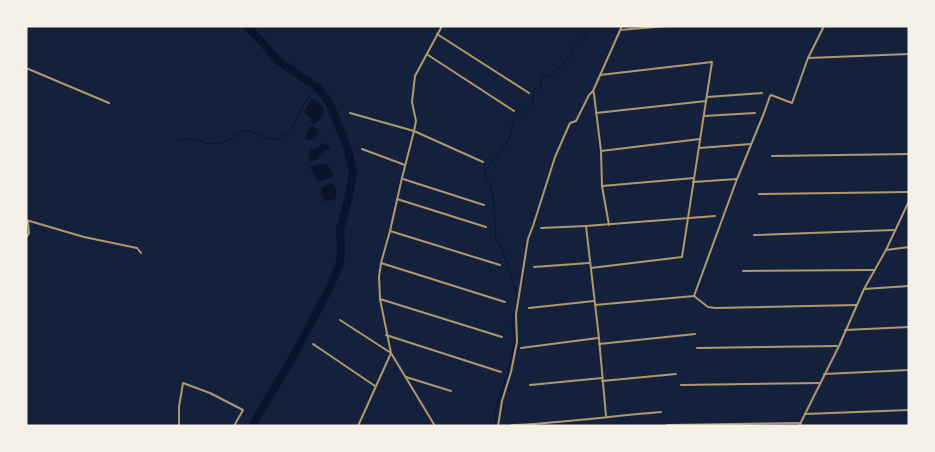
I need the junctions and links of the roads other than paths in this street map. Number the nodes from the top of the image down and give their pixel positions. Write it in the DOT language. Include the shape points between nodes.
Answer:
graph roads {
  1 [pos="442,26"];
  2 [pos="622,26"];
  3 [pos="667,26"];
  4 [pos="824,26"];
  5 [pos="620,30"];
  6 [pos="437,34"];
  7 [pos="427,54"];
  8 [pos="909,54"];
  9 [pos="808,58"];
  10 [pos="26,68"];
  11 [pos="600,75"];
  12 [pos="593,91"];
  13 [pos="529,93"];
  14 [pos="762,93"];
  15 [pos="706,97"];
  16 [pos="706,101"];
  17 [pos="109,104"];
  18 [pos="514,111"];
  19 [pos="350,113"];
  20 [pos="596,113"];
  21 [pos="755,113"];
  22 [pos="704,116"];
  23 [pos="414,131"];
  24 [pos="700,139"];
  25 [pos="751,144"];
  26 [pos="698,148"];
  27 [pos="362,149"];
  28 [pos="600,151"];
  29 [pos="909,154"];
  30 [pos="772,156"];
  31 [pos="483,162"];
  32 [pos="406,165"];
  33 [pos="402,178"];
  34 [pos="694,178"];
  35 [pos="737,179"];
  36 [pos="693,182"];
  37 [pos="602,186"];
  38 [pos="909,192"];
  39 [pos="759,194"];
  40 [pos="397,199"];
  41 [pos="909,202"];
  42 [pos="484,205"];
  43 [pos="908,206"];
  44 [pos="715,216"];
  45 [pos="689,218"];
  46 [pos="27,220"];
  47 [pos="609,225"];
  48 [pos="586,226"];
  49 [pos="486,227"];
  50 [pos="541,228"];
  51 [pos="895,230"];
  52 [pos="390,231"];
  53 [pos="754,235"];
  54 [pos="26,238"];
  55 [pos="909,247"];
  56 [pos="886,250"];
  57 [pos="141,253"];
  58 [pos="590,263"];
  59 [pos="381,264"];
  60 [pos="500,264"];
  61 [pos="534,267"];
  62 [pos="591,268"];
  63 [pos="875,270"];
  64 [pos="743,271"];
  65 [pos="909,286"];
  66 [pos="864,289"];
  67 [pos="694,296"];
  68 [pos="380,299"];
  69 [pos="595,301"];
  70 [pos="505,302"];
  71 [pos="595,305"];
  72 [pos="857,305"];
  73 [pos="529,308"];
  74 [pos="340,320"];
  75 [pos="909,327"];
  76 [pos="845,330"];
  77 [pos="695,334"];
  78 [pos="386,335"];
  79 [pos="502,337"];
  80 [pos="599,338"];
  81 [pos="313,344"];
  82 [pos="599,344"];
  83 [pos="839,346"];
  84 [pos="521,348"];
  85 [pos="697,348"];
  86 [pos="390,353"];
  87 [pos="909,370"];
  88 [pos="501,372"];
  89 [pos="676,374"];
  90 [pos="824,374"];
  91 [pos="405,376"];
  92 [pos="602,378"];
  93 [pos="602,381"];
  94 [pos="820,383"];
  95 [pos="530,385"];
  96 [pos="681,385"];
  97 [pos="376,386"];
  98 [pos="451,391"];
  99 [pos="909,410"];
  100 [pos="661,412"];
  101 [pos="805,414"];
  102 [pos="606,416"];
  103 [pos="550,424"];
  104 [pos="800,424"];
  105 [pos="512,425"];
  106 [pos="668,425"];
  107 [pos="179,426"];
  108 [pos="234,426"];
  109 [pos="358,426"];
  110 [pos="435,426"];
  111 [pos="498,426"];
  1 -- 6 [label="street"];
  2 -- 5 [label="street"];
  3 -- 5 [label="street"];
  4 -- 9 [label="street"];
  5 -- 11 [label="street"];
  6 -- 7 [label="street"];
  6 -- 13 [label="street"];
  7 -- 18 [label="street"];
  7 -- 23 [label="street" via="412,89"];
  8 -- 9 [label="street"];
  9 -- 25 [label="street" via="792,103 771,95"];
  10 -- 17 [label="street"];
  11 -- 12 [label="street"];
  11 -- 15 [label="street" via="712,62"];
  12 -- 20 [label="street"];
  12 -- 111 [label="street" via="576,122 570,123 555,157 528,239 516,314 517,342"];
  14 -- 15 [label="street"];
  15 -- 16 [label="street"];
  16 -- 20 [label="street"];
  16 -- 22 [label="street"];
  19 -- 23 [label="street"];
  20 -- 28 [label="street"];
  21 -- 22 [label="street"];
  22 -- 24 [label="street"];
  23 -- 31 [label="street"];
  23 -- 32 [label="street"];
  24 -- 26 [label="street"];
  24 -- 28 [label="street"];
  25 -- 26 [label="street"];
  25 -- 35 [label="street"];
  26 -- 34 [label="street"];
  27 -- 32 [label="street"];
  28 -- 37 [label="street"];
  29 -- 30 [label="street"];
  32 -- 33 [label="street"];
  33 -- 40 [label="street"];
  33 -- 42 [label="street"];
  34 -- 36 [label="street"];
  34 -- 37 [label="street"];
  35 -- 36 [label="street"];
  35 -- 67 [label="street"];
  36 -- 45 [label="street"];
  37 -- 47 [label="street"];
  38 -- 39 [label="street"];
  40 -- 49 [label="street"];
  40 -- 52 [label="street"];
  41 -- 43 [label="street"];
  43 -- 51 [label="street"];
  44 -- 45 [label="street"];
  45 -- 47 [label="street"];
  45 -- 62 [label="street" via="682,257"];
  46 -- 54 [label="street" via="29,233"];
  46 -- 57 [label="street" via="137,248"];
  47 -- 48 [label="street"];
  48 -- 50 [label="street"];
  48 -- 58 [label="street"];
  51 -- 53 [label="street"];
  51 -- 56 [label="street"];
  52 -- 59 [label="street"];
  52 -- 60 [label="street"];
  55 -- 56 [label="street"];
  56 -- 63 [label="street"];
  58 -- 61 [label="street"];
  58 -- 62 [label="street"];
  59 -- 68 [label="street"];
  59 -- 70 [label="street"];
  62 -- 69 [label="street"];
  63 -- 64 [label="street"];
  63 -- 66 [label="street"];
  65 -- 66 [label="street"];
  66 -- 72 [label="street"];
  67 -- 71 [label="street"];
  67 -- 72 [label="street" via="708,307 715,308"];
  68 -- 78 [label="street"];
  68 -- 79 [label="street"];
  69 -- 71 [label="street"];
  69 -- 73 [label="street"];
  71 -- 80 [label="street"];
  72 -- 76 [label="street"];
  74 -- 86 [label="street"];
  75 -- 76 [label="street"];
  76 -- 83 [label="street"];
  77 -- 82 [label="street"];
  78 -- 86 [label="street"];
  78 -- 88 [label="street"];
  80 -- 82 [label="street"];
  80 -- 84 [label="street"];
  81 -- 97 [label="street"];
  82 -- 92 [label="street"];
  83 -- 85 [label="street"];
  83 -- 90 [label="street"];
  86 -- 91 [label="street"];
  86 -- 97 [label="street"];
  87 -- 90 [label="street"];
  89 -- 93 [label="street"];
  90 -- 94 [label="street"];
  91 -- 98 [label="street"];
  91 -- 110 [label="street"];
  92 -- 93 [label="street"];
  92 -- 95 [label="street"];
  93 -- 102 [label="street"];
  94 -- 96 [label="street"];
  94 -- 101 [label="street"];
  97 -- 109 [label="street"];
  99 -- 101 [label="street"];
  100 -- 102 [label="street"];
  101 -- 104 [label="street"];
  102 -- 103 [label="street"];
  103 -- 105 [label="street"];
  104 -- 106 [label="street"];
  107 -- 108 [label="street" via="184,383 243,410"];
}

→ **Exercise objective**
For each entry above, write it out again exactly but leave out any picture.

→ **Answer to this task**
I need the junctions and links of the roads other than paths in this street map. Number the nodes from the top of the image down and give their pixel positions. Write it in the DOT language. Include the shape points between nodes.
Answer:
graph roads {
  1 [pos="442,26"];
  2 [pos="622,26"];
  3 [pos="667,26"];
  4 [pos="824,26"];
  5 [pos="620,30"];
  6 [pos="437,34"];
  7 [pos="427,54"];
  8 [pos="909,54"];
  9 [pos="808,58"];
  10 [pos="26,68"];
  11 [pos="600,75"];
  12 [pos="593,91"];
  13 [pos="529,93"];
  14 [pos="762,93"];
  15 [pos="706,97"];
  16 [pos="706,101"];
  17 [pos="109,104"];
  18 [pos="514,111"];
  19 [pos="350,113"];
  20 [pos="596,113"];
  21 [pos="755,113"];
  22 [pos="704,116"];
  23 [pos="414,131"];
  24 [pos="700,139"];
  25 [pos="751,144"];
  26 [pos="698,148"];
  27 [pos="362,149"];
  28 [pos="600,151"];
  29 [pos="909,154"];
  30 [pos="772,156"];
  31 [pos="483,162"];
  32 [pos="406,165"];
  33 [pos="402,178"];
  34 [pos="694,178"];
  35 [pos="737,179"];
  36 [pos="693,182"];
  37 [pos="602,186"];
  38 [pos="909,192"];
  39 [pos="759,194"];
  40 [pos="397,199"];
  41 [pos="909,202"];
  42 [pos="484,205"];
  43 [pos="908,206"];
  44 [pos="715,216"];
  45 [pos="689,218"];
  46 [pos="27,220"];
  47 [pos="609,225"];
  48 [pos="586,226"];
  49 [pos="486,227"];
  50 [pos="541,228"];
  51 [pos="895,230"];
  52 [pos="390,231"];
  53 [pos="754,235"];
  54 [pos="26,238"];
  55 [pos="909,247"];
  56 [pos="886,250"];
  57 [pos="141,253"];
  58 [pos="590,263"];
  59 [pos="381,264"];
  60 [pos="500,264"];
  61 [pos="534,267"];
  62 [pos="591,268"];
  63 [pos="875,270"];
  64 [pos="743,271"];
  65 [pos="909,286"];
  66 [pos="864,289"];
  67 [pos="694,296"];
  68 [pos="380,299"];
  69 [pos="595,301"];
  70 [pos="505,302"];
  71 [pos="595,305"];
  72 [pos="857,305"];
  73 [pos="529,308"];
  74 [pos="340,320"];
  75 [pos="909,327"];
  76 [pos="845,330"];
  77 [pos="695,334"];
  78 [pos="386,335"];
  79 [pos="502,337"];
  80 [pos="599,338"];
  81 [pos="313,344"];
  82 [pos="599,344"];
  83 [pos="839,346"];
  84 [pos="521,348"];
  85 [pos="697,348"];
  86 [pos="390,353"];
  87 [pos="909,370"];
  88 [pos="501,372"];
  89 [pos="676,374"];
  90 [pos="824,374"];
  91 [pos="405,376"];
  92 [pos="602,378"];
  93 [pos="602,381"];
  94 [pos="820,383"];
  95 [pos="530,385"];
  96 [pos="681,385"];
  97 [pos="376,386"];
  98 [pos="451,391"];
  99 [pos="909,410"];
  100 [pos="661,412"];
  101 [pos="805,414"];
  102 [pos="606,416"];
  103 [pos="550,424"];
  104 [pos="800,424"];
  105 [pos="512,425"];
  106 [pos="668,425"];
  107 [pos="179,426"];
  108 [pos="234,426"];
  109 [pos="358,426"];
  110 [pos="435,426"];
  111 [pos="498,426"];
  1 -- 6 [label="street"];
  2 -- 5 [label="street"];
  3 -- 5 [label="street"];
  4 -- 9 [label="street"];
  5 -- 11 [label="street"];
  6 -- 7 [label="street"];
  6 -- 13 [label="street"];
  7 -- 18 [label="street"];
  7 -- 23 [label="street" via="412,89"];
  8 -- 9 [label="street"];
  9 -- 25 [label="street" via="792,103 771,95"];
  10 -- 17 [label="street"];
  11 -- 12 [label="street"];
  11 -- 15 [label="street" via="712,62"];
  12 -- 20 [label="street"];
  12 -- 111 [label="street" via="576,122 570,123 555,157 528,239 516,314 517,342"];
  14 -- 15 [label="street"];
  15 -- 16 [label="street"];
  16 -- 20 [label="street"];
  16 -- 22 [label="street"];
  19 -- 23 [label="street"];
  20 -- 28 [label="street"];
  21 -- 22 [label="street"];
  22 -- 24 [label="street"];
  23 -- 31 [label="street"];
  23 -- 32 [label="street"];
  24 -- 26 [label="street"];
  24 -- 28 [label="street"];
  25 -- 26 [label="street"];
  25 -- 35 [label="street"];
  26 -- 34 [label="street"];
  27 -- 32 [label="street"];
  28 -- 37 [label="street"];
  29 -- 30 [label="street"];
  32 -- 33 [label="street"];
  33 -- 40 [label="street"];
  33 -- 42 [label="street"];
  34 -- 36 [label="street"];
  34 -- 37 [label="street"];
  35 -- 36 [label="street"];
  35 -- 67 [label="street"];
  36 -- 45 [label="street"];
  37 -- 47 [label="street"];
  38 -- 39 [label="street"];
  40 -- 49 [label="street"];
  40 -- 52 [label="street"];
  41 -- 43 [label="street"];
  43 -- 51 [label="street"];
  44 -- 45 [label="street"];
  45 -- 47 [label="street"];
  45 -- 62 [label="street" via="682,257"];
  46 -- 54 [label="street" via="29,233"];
  46 -- 57 [label="street" via="137,248"];
  47 -- 48 [label="street"];
  48 -- 50 [label="street"];
  48 -- 58 [label="street"];
  51 -- 53 [label="street"];
  51 -- 56 [label="street"];
  52 -- 59 [label="street"];
  52 -- 60 [label="street"];
  55 -- 56 [label="street"];
  56 -- 63 [label="street"];
  58 -- 61 [label="street"];
  58 -- 62 [label="street"];
  59 -- 68 [label="street"];
  59 -- 70 [label="street"];
  62 -- 69 [label="street"];
  63 -- 64 [label="street"];
  63 -- 66 [label="street"];
  65 -- 66 [label="street"];
  66 -- 72 [label="street"];
  67 -- 71 [label="street"];
  67 -- 72 [label="street" via="708,307 715,308"];
  68 -- 78 [label="street"];
  68 -- 79 [label="street"];
  69 -- 71 [label="street"];
  69 -- 73 [label="street"];
  71 -- 80 [label="street"];
  72 -- 76 [label="street"];
  74 -- 86 [label="street"];
  75 -- 76 [label="street"];
  76 -- 83 [label="street"];
  77 -- 82 [label="street"];
  78 -- 86 [label="street"];
  78 -- 88 [label="street"];
  80 -- 82 [label="street"];
  80 -- 84 [label="street"];
  81 -- 97 [label="street"];
  82 -- 92 [label="street"];
  83 -- 85 [label="street"];
  83 -- 90 [label="street"];
  86 -- 91 [label="street"];
  86 -- 97 [label="street"];
  87 -- 90 [label="street"];
  89 -- 93 [label="street"];
  90 -- 94 [label="street"];
  91 -- 98 [label="street"];
  91 -- 110 [label="street"];
  92 -- 93 [label="street"];
  92 -- 95 [label="street"];
  93 -- 102 [label="street"];
  94 -- 96 [label="street"];
  94 -- 101 [label="street"];
  97 -- 109 [label="street"];
  99 -- 101 [label="street"];
  100 -- 102 [label="street"];
  101 -- 104 [label="street"];
  102 -- 103 [label="street"];
  103 -- 105 [label="street"];
  104 -- 106 [label="street"];
  107 -- 108 [label="street" via="184,383 243,410"];
}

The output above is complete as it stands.